Collected data entries:
↓
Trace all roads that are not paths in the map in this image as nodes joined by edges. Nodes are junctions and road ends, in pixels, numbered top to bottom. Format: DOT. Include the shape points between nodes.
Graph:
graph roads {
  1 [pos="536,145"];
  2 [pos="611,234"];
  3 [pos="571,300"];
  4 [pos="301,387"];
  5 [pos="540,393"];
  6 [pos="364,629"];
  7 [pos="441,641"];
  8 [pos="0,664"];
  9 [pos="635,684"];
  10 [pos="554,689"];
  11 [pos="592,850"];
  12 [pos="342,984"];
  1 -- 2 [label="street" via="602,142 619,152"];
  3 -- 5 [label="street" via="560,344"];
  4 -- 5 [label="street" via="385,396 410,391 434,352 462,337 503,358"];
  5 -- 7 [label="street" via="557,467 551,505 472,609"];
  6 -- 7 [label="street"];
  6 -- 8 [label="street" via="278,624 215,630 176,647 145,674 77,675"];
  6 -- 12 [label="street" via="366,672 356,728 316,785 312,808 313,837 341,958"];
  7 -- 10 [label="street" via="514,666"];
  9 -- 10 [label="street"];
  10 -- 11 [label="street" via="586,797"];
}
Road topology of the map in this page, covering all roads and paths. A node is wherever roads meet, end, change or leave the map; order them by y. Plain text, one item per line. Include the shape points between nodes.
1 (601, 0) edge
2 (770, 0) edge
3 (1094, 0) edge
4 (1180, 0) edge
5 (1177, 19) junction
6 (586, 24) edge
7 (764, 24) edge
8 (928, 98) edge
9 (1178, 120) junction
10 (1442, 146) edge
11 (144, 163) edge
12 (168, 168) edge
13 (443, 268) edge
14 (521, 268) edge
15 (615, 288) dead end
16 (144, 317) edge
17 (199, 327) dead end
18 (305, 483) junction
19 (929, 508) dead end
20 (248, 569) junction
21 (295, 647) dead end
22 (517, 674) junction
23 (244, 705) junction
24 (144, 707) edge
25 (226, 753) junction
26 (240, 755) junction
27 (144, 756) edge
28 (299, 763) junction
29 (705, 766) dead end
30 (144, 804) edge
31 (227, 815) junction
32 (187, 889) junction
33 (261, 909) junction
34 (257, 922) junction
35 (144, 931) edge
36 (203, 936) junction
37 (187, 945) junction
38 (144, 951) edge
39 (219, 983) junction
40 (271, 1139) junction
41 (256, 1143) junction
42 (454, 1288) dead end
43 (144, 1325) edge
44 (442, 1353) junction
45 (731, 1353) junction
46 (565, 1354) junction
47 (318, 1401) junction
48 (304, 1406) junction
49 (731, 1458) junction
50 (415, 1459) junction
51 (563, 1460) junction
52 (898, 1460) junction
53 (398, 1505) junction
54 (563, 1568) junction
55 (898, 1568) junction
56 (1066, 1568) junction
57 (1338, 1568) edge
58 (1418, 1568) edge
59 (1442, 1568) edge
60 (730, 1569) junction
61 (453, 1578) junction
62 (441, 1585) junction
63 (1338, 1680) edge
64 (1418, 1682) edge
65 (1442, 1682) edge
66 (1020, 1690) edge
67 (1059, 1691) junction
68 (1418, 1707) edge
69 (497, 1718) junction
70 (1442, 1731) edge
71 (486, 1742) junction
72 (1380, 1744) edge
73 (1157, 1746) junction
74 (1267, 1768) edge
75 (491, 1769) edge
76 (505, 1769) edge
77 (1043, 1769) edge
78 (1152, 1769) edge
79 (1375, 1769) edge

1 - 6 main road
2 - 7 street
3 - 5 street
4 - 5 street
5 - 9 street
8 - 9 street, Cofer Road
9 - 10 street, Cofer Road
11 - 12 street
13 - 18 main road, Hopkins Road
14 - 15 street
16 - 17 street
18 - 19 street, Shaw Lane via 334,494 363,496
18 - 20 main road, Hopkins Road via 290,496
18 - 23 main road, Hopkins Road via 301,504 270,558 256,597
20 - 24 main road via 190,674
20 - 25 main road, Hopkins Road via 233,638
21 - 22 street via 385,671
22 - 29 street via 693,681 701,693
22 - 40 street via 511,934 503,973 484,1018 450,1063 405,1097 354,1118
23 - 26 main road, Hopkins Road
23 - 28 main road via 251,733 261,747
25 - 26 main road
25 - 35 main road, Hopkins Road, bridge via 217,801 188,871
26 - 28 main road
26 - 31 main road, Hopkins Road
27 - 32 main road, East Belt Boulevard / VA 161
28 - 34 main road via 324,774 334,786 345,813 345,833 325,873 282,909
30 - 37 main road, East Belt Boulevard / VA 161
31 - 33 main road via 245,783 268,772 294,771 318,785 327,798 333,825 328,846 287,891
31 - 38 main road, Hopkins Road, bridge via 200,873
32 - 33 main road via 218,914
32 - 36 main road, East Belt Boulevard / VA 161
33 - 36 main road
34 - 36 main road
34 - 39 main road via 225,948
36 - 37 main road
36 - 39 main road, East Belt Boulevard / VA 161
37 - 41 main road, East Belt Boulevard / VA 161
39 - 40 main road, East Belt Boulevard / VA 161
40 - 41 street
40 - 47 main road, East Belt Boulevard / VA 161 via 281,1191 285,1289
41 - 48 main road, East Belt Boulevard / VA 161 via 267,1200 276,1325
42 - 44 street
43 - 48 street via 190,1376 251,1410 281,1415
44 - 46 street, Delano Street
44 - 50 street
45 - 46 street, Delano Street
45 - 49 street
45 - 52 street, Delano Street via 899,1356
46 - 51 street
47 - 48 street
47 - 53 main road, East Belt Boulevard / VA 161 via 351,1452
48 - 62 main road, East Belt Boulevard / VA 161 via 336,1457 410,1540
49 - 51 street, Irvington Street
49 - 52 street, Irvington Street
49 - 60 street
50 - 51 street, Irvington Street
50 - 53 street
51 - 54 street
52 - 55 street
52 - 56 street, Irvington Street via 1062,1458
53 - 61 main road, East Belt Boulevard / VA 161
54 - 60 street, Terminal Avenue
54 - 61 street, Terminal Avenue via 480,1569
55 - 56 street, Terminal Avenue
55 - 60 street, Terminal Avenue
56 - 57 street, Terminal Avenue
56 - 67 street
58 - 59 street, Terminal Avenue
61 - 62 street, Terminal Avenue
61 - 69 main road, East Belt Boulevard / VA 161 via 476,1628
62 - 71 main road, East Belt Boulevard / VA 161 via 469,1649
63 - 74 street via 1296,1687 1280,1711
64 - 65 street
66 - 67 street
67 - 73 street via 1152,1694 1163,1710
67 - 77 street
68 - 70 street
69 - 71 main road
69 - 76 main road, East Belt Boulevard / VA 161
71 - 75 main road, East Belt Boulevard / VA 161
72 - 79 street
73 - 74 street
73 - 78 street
↑
**What the task requires:** Restate every entry word for word.

**Exercise result:**
Trace all roads that are not paths in the map in this image as nodes joined by edges. Nodes are junctions and road ends, in pixels, numbered top to bottom. Format: DOT. Include the shape points between nodes.
Graph:
graph roads {
  1 [pos="536,145"];
  2 [pos="611,234"];
  3 [pos="571,300"];
  4 [pos="301,387"];
  5 [pos="540,393"];
  6 [pos="364,629"];
  7 [pos="441,641"];
  8 [pos="0,664"];
  9 [pos="635,684"];
  10 [pos="554,689"];
  11 [pos="592,850"];
  12 [pos="342,984"];
  1 -- 2 [label="street" via="602,142 619,152"];
  3 -- 5 [label="street" via="560,344"];
  4 -- 5 [label="street" via="385,396 410,391 434,352 462,337 503,358"];
  5 -- 7 [label="street" via="557,467 551,505 472,609"];
  6 -- 7 [label="street"];
  6 -- 8 [label="street" via="278,624 215,630 176,647 145,674 77,675"];
  6 -- 12 [label="street" via="366,672 356,728 316,785 312,808 313,837 341,958"];
  7 -- 10 [label="street" via="514,666"];
  9 -- 10 [label="street"];
  10 -- 11 [label="street" via="586,797"];
}
Road topology of the map in this page, covering all roads and paths. A node is wherever roads meet, end, change or leave the map; order them by y. Plain text, one item per line. Include the shape points between nodes.
1 (601, 0) edge
2 (770, 0) edge
3 (1094, 0) edge
4 (1180, 0) edge
5 (1177, 19) junction
6 (586, 24) edge
7 (764, 24) edge
8 (928, 98) edge
9 (1178, 120) junction
10 (1442, 146) edge
11 (144, 163) edge
12 (168, 168) edge
13 (443, 268) edge
14 (521, 268) edge
15 (615, 288) dead end
16 (144, 317) edge
17 (199, 327) dead end
18 (305, 483) junction
19 (929, 508) dead end
20 (248, 569) junction
21 (295, 647) dead end
22 (517, 674) junction
23 (244, 705) junction
24 (144, 707) edge
25 (226, 753) junction
26 (240, 755) junction
27 (144, 756) edge
28 (299, 763) junction
29 (705, 766) dead end
30 (144, 804) edge
31 (227, 815) junction
32 (187, 889) junction
33 (261, 909) junction
34 (257, 922) junction
35 (144, 931) edge
36 (203, 936) junction
37 (187, 945) junction
38 (144, 951) edge
39 (219, 983) junction
40 (271, 1139) junction
41 (256, 1143) junction
42 (454, 1288) dead end
43 (144, 1325) edge
44 (442, 1353) junction
45 (731, 1353) junction
46 (565, 1354) junction
47 (318, 1401) junction
48 (304, 1406) junction
49 (731, 1458) junction
50 (415, 1459) junction
51 (563, 1460) junction
52 (898, 1460) junction
53 (398, 1505) junction
54 (563, 1568) junction
55 (898, 1568) junction
56 (1066, 1568) junction
57 (1338, 1568) edge
58 (1418, 1568) edge
59 (1442, 1568) edge
60 (730, 1569) junction
61 (453, 1578) junction
62 (441, 1585) junction
63 (1338, 1680) edge
64 (1418, 1682) edge
65 (1442, 1682) edge
66 (1020, 1690) edge
67 (1059, 1691) junction
68 (1418, 1707) edge
69 (497, 1718) junction
70 (1442, 1731) edge
71 (486, 1742) junction
72 (1380, 1744) edge
73 (1157, 1746) junction
74 (1267, 1768) edge
75 (491, 1769) edge
76 (505, 1769) edge
77 (1043, 1769) edge
78 (1152, 1769) edge
79 (1375, 1769) edge

1 - 6 main road
2 - 7 street
3 - 5 street
4 - 5 street
5 - 9 street
8 - 9 street, Cofer Road
9 - 10 street, Cofer Road
11 - 12 street
13 - 18 main road, Hopkins Road
14 - 15 street
16 - 17 street
18 - 19 street, Shaw Lane via 334,494 363,496
18 - 20 main road, Hopkins Road via 290,496
18 - 23 main road, Hopkins Road via 301,504 270,558 256,597
20 - 24 main road via 190,674
20 - 25 main road, Hopkins Road via 233,638
21 - 22 street via 385,671
22 - 29 street via 693,681 701,693
22 - 40 street via 511,934 503,973 484,1018 450,1063 405,1097 354,1118
23 - 26 main road, Hopkins Road
23 - 28 main road via 251,733 261,747
25 - 26 main road
25 - 35 main road, Hopkins Road, bridge via 217,801 188,871
26 - 28 main road
26 - 31 main road, Hopkins Road
27 - 32 main road, East Belt Boulevard / VA 161
28 - 34 main road via 324,774 334,786 345,813 345,833 325,873 282,909
30 - 37 main road, East Belt Boulevard / VA 161
31 - 33 main road via 245,783 268,772 294,771 318,785 327,798 333,825 328,846 287,891
31 - 38 main road, Hopkins Road, bridge via 200,873
32 - 33 main road via 218,914
32 - 36 main road, East Belt Boulevard / VA 161
33 - 36 main road
34 - 36 main road
34 - 39 main road via 225,948
36 - 37 main road
36 - 39 main road, East Belt Boulevard / VA 161
37 - 41 main road, East Belt Boulevard / VA 161
39 - 40 main road, East Belt Boulevard / VA 161
40 - 41 street
40 - 47 main road, East Belt Boulevard / VA 161 via 281,1191 285,1289
41 - 48 main road, East Belt Boulevard / VA 161 via 267,1200 276,1325
42 - 44 street
43 - 48 street via 190,1376 251,1410 281,1415
44 - 46 street, Delano Street
44 - 50 street
45 - 46 street, Delano Street
45 - 49 street
45 - 52 street, Delano Street via 899,1356
46 - 51 street
47 - 48 street
47 - 53 main road, East Belt Boulevard / VA 161 via 351,1452
48 - 62 main road, East Belt Boulevard / VA 161 via 336,1457 410,1540
49 - 51 street, Irvington Street
49 - 52 street, Irvington Street
49 - 60 street
50 - 51 street, Irvington Street
50 - 53 street
51 - 54 street
52 - 55 street
52 - 56 street, Irvington Street via 1062,1458
53 - 61 main road, East Belt Boulevard / VA 161
54 - 60 street, Terminal Avenue
54 - 61 street, Terminal Avenue via 480,1569
55 - 56 street, Terminal Avenue
55 - 60 street, Terminal Avenue
56 - 57 street, Terminal Avenue
56 - 67 street
58 - 59 street, Terminal Avenue
61 - 62 street, Terminal Avenue
61 - 69 main road, East Belt Boulevard / VA 161 via 476,1628
62 - 71 main road, East Belt Boulevard / VA 161 via 469,1649
63 - 74 street via 1296,1687 1280,1711
64 - 65 street
66 - 67 street
67 - 73 street via 1152,1694 1163,1710
67 - 77 street
68 - 70 street
69 - 71 main road
69 - 76 main road, East Belt Boulevard / VA 161
71 - 75 main road, East Belt Boulevard / VA 161
72 - 79 street
73 - 74 street
73 - 78 street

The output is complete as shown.